Diversification & Hedging
Alternative assets typically have a low or negative correlation with the performance of stocks and bonds (i.e. traditional asset classes), making them uniquely suitable for portfolio diversification. Certain alternative assets, such as gold and oil, may also provide a hedge against rising inflation.
Alternative assets act to decrease overall portfolio volatility through diversification. Holding alternative assets will also help mitigate fear-based selling during broad market declines (since these holding are largely illiquid).
While upfront fees may be higher for some alternative assets, due to lower levels of turnover transaction costs are typically lower compared to conventional assets. In addition, investments held longer than 12 months are subject to a lower capital gains tax in comparison to shorter-term investments.
Enhanced Return Potential
The enhanced return associated with alternative assets is referred to as the illiquidity premium. The exact amount of this premium varies by the specifics of the underlying asset, but attempts to quantify this suggest it can be more than 3.0% annually. Moreover, the premium tends to increase with the degree of illiquidity in the asset.

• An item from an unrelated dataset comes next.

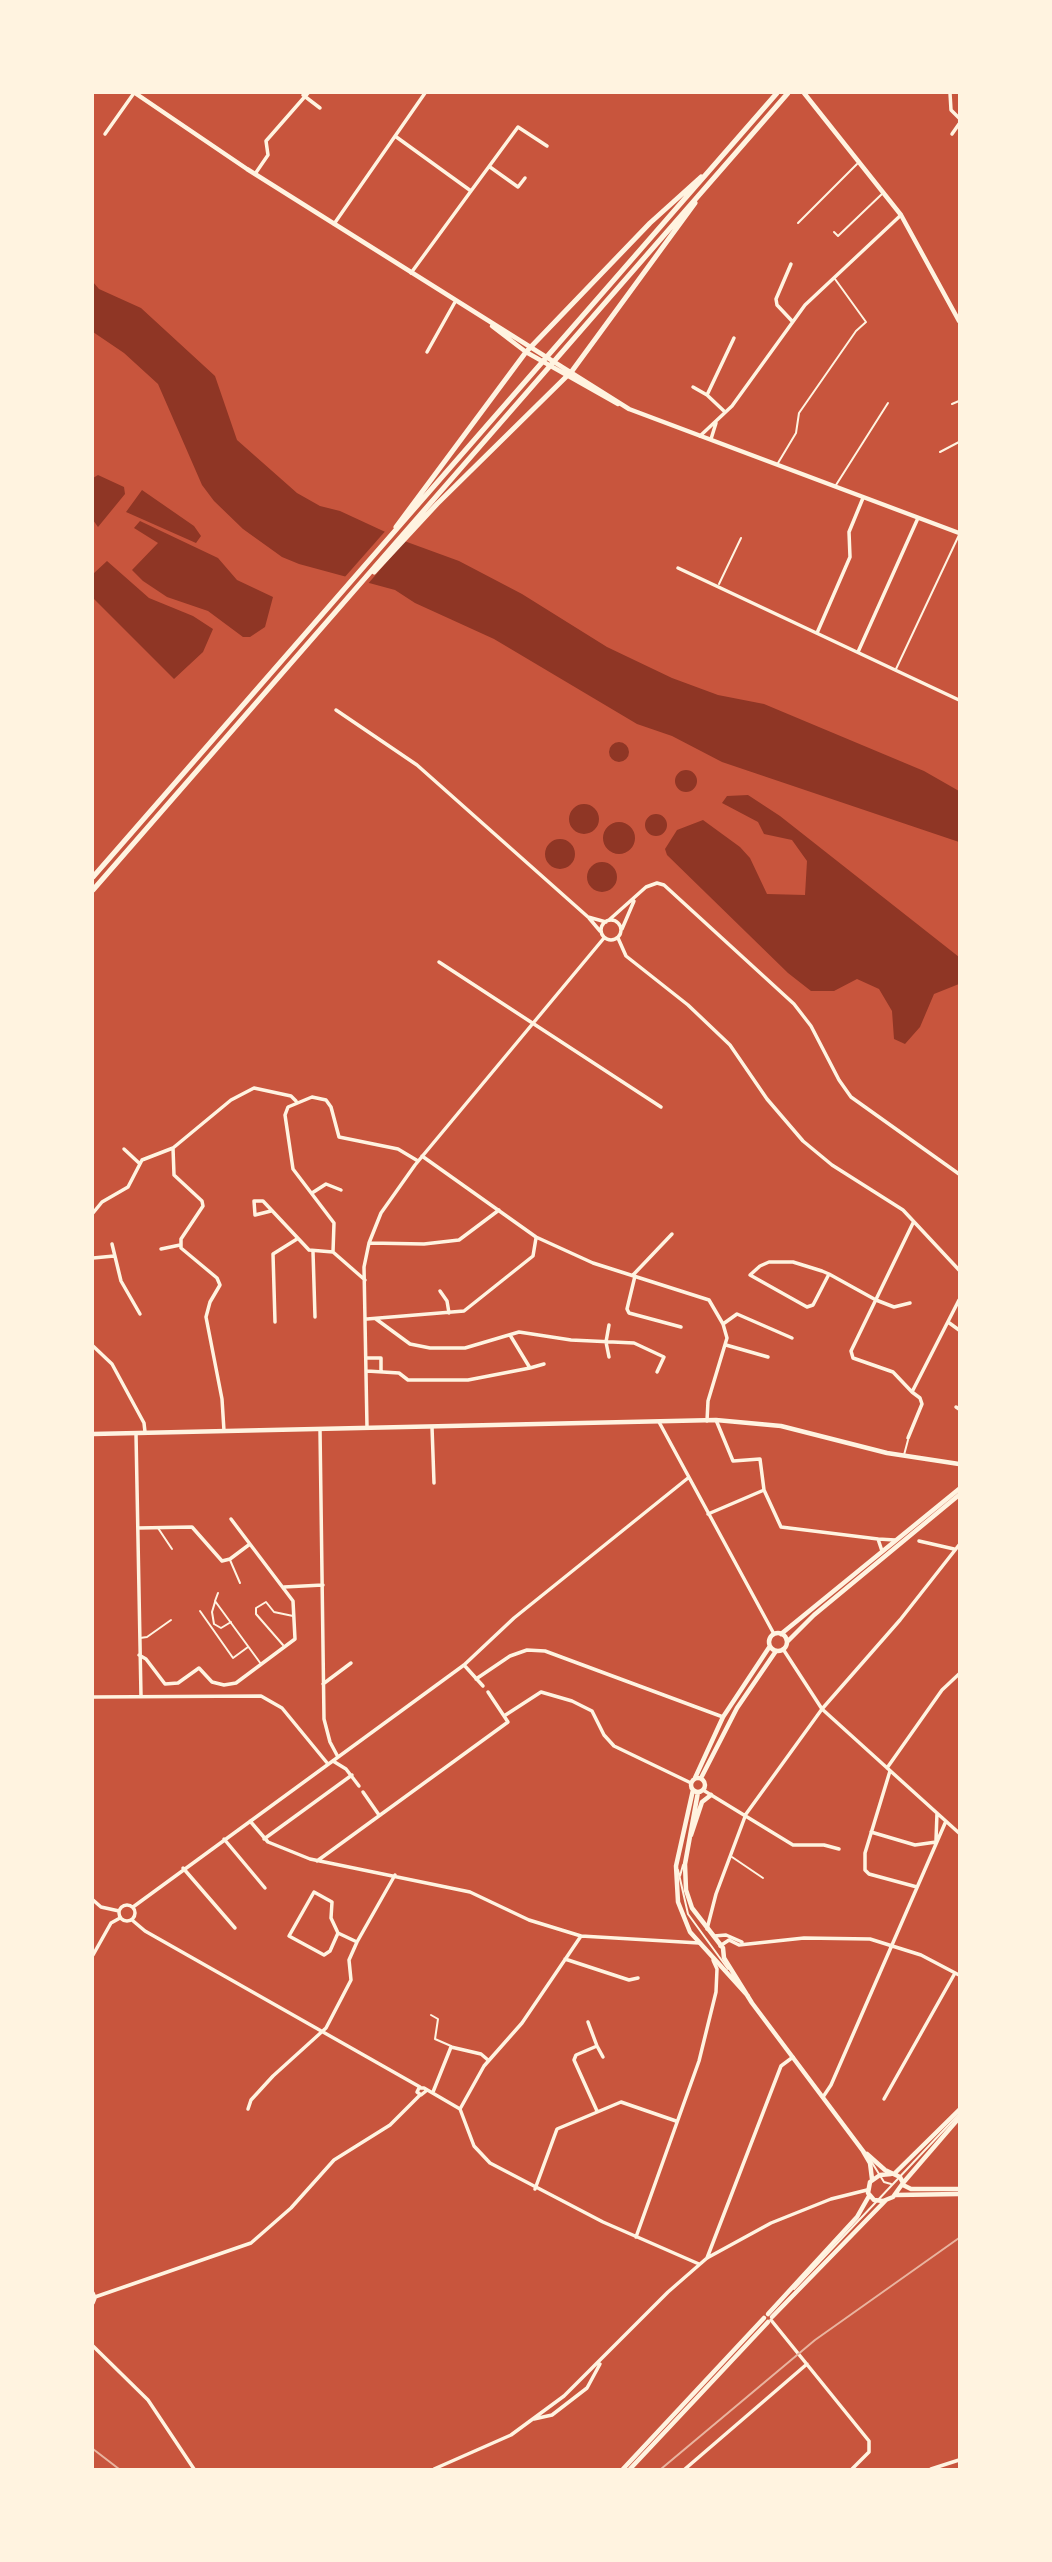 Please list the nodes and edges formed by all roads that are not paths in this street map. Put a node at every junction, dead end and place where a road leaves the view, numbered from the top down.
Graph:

Investment Returns Generally Increase with Degree of Illiquidity
There are several underlying factors that are responsible for this illiquidity premium (infrequent transactions, better alignment of interests between investors and management, etc.), however, by far the most important and nuanced is the asymmetric flow of information. There are few rules or regulations that govern private market investing and certainly nothing to the equivalent of the public markets, so the advantages that private market investors have over one another may be substantial.
In fact, this ties in perfectly with statistics relating to the importance of devoting significant time to due diligence. Investors who spend on average >20 hours on diligence have a realized median exit multiple of 5.9x, compared to investors who spend an average of <20 hours on diligence who have a median realize exit multiple for 1.1x.
The Impact of Time in Due Diligence
Here’s another look at the return of alternative assets, in this case specifically early stage venture investments, exactly what we offer at Bioverge:
VC Returns vs Stocks & Bonds: 30 Year End-to-End Pooled Returns
And since we’re data junkies, here’s one final chart on the return profile of angel investors:
Distribution of Returns by Venture Investment
What’s the Right Mix?
Now that we’ve established alternative assets should be part of everyone’s portfolio, the next question we need to tackle is what’s the correct mix of alternative assets to include in your portfolio?
A good place to start our journey is with organizations that have been investing in alternative assets for a long period of time since they have a wealth of data to rummage through. And there’s no better place to start than with endowment funds.
Let’s start with one of the largest: Yale.
Yale’s endowment fund is one of the largest at ~$25 billion. The fund returned 8.1% annually over the 10 years ending June 30, 2016, surpassing results for both domestic stocks, which returned 7.5% annually, and for domestic bonds, which returned 5.1% annually.
Yale’s Endowment Fund
Over the past two decades, Yale’s endowment generated returns of 12.6% annually, and has added an incredible $22.1 billion of incremental value.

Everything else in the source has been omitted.